Abstract: We study the interplay of particle-hole symmetry and fermion-vortex duality in multicomponent half-filled Landau levels, such as quantum Hall gallium arsenide bilayers and graphene. For the $\nu{=}1/2{+}1/2$ bilayer, we show that particle-hole-symmetric interlayer Cooper pairing of composite fermions leads to precisely the same phase as the electron exciton condensate realized in experiments. This equivalence is easily understood by applying the recent Dirac fermion formulation of $\nu{=}1/2$ to two components. It can also be described by Halperin-Lee-Read composite fermions undergoing interlayer $p_x{+}ip_y$ pairing.

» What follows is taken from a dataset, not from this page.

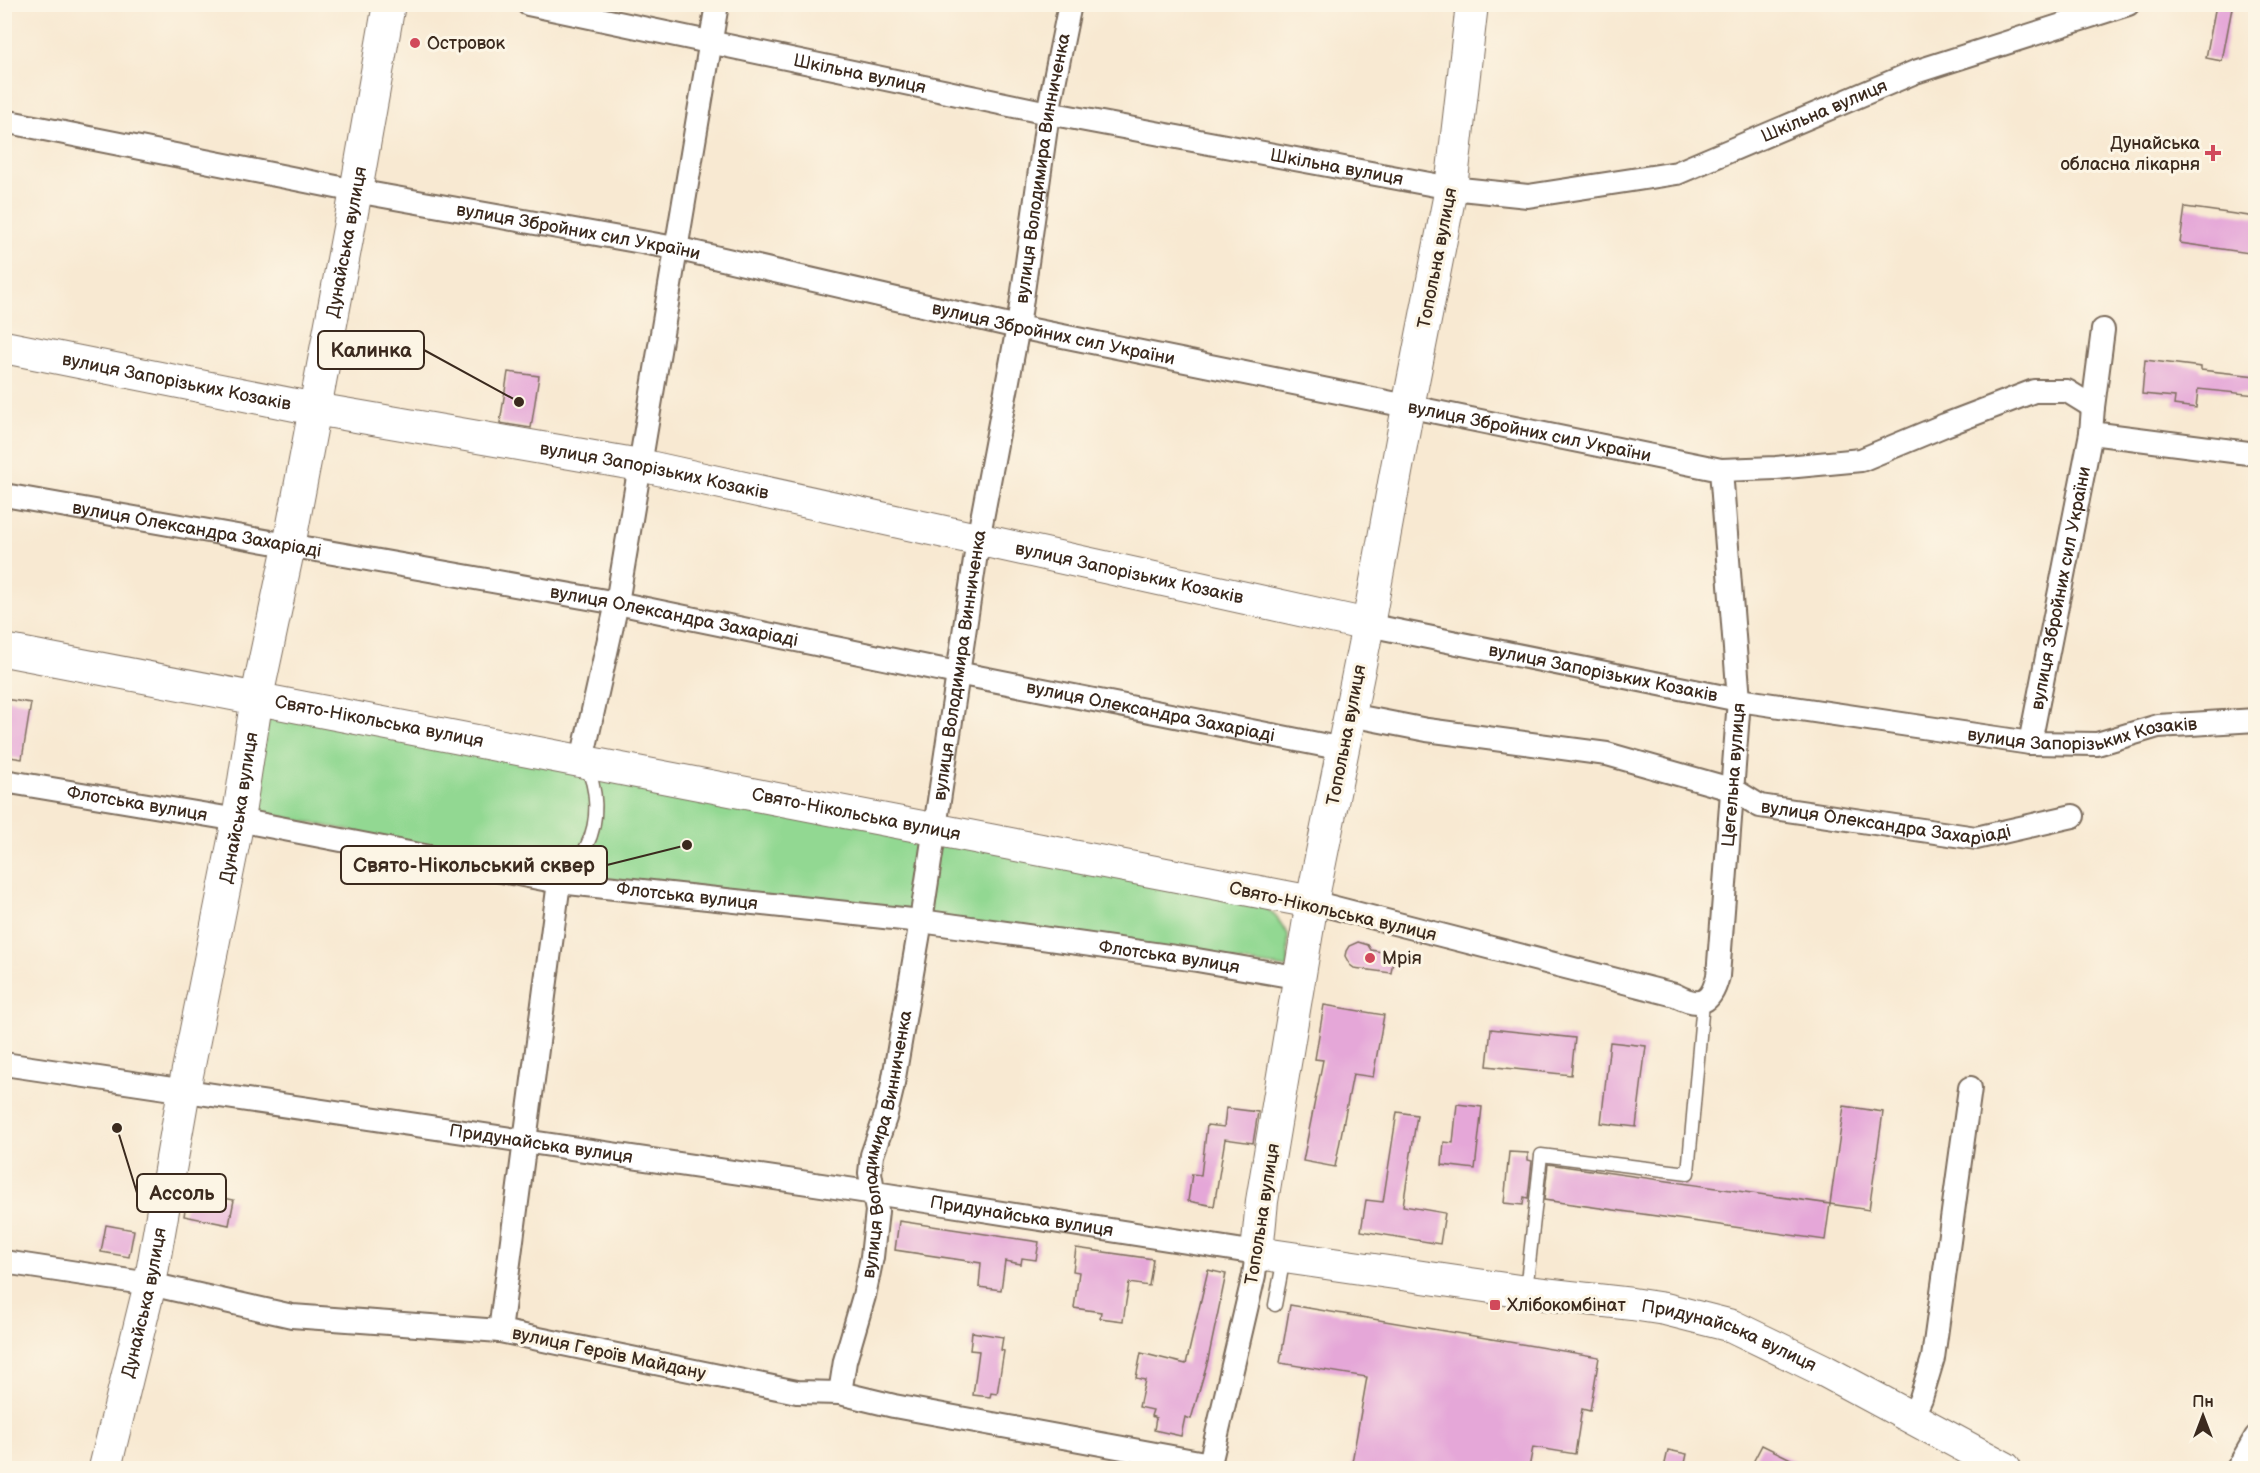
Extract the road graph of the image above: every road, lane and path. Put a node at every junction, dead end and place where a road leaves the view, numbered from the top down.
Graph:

An RG analysis showing strong instability to interlayer pairing at large separation $d\rightarrow \infty$ demonstrates that two initially-decoupled composite Fermi liquids can be smoothly tuned into the conventional bilayer exciton condensate without encountering a phase transition. We also discuss multicomponent systems relevant to graphene, derive related phases including a $Z_2$ gauge theory with spin-half visons, and argue for symmetry-enforced gaplessness under full SU$(N_f)$ flavor symmetry when the number of components $N_f$ is even.